On the opening day of the GM meetings, Cashman was asked Sunday night if he was aware how “anti-Yankee” Gray was in New York.
“At the end, he was,” Cashman said. “I saw his comments.”
That was the start of an answer that latest almost three minutes, a response to Gray’s telling Red Sox writers last week, “New York was, it just wasn’t a good situation for me, wasn’t a great setup for me and my family. I never wanted to go there in the first place.”
That’s not what Cashman was led to believe.
Gray, in fact, campaigned hard for a summer trade to the Yankees in 2017 when he was a former All-Star heading the Athletics’ rotation. Then after Cashman made it happen and Gray pitched poorly that season and the next, the pitcher admitted his desire to be a Yankee was all a lie.
During a late-season 2018 meeting at Yankee Stadium, in the office of Chad Bohling, the team’s director of organizational performance, Gray admitted to Cashman that his agent had told him to publicly campaign for a trade to the Yankees.
Cashman wound up dealing the unhappy and struggling pitcher to the Reds after the ’18 season.
Back in a small market, Gray was an All-Star in 2019 pitching for the Reds, then again in 2023 when he pitched for the small-market Twins. He’s 125-102 with a 3.58 ERA over his 13-year career, but was just 15-16 with a 4.51 ERA as a Yankee.
Here is Cashman’s response to Gray’s recent comments.
“If people want to turn the clock back and go find it in all the reporting when he was back with us … this isn’t like letting you behind the Iron Curtain. His college roommate at Vanderbilt was our minor-league video coordinator. So when he was with the A’s, he was telling our minor-league video coordinator, ‘You got to get me over to the Yankees. Tell Cash, get me over to the Yankees. I want out of Oakland. I want to win a world championship … blah, blah, blah.’
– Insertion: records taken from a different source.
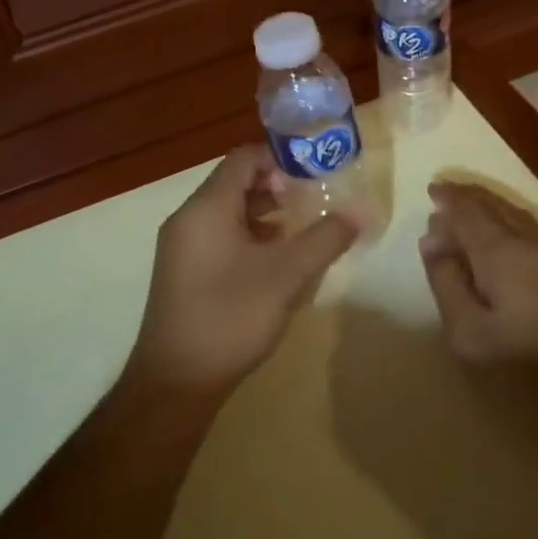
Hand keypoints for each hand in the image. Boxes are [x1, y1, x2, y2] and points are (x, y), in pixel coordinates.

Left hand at [129, 145, 359, 391]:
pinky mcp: (184, 272)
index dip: (281, 157)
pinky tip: (278, 259)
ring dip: (265, 213)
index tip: (318, 170)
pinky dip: (250, 237)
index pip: (243, 158)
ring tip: (304, 227)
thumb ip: (325, 238)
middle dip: (278, 186)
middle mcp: (188, 219)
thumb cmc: (231, 316)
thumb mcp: (286, 275)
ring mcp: (182, 247)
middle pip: (235, 183)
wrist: (176, 381)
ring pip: (228, 213)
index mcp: (206, 207)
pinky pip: (220, 237)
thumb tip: (361, 211)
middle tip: (317, 198)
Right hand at [418, 181, 537, 419]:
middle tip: (444, 193)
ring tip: (468, 208)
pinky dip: (508, 222)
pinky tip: (504, 235)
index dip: (449, 200)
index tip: (430, 191)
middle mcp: (530, 245)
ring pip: (517, 217)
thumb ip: (447, 284)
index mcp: (501, 253)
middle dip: (469, 198)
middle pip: (495, 208)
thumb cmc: (529, 371)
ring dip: (490, 208)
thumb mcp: (470, 335)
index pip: (469, 212)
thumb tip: (432, 241)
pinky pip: (531, 231)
“It wasn’t just him. He was communicating that to a number of different people that was getting to us that he wants to be a Yankee. He is a hell of a pitcher, so we made a trade, acquired him. He said he was excited.
“The first time, it didn’t work out (in 2018). The following season, it didn’t work out. He never said anything other than he was struggling. We were trying to support him every step of the way.
“It was after a trade deadline had been completed, he asked to meet with me. He said, ‘Hey, can we talk?’ I said, ‘Yeah.’ So we went into one of the offices by the training room, Chad Bohling’s office. Closed the door.
“He said, ‘I thought you were going to trade me.’ I was like, ‘Publicly, I’m trying to get pitching and bullpen (help). Why would I trade a starter when we need pitching badly?
“He goes, ‘I’ve got to tell you, I’ve never wanted to be … ‘ That’s when he told me he never wanted to be here. He hates New York. This is the worst place. He just sits in his hotel room. He told me all this stuff.
“I said, ‘It’s a little late now.’ Then I told him, ‘You said you wanted to be traded here. He said, ‘My agent, Bo McKinnis, told me to do that. He told me to lie. It wouldn’t be good for my free agency to say there’s certain places I don’t want to go to.’ I told him, ‘Nothing I can do about it now. I wish you would have told me well beforehand. I wish we knew this before we even tried to acquire you, that you never wanted to come here.’
“I said, ‘We’ll have to play the year out. This winter, I’ll do whatever I can to move you.’ We moved him to the Reds. That’s what happened.”
Traded again last week, Gray now is returning to a big market, Boston, to play for the Yankees’ biggest rival.
He says he’s happy “being in a place where it’s easy to hate the Yankees,” but let’s see if this is all a lie, too, if he again can’t handle the pressure of playing in Boston.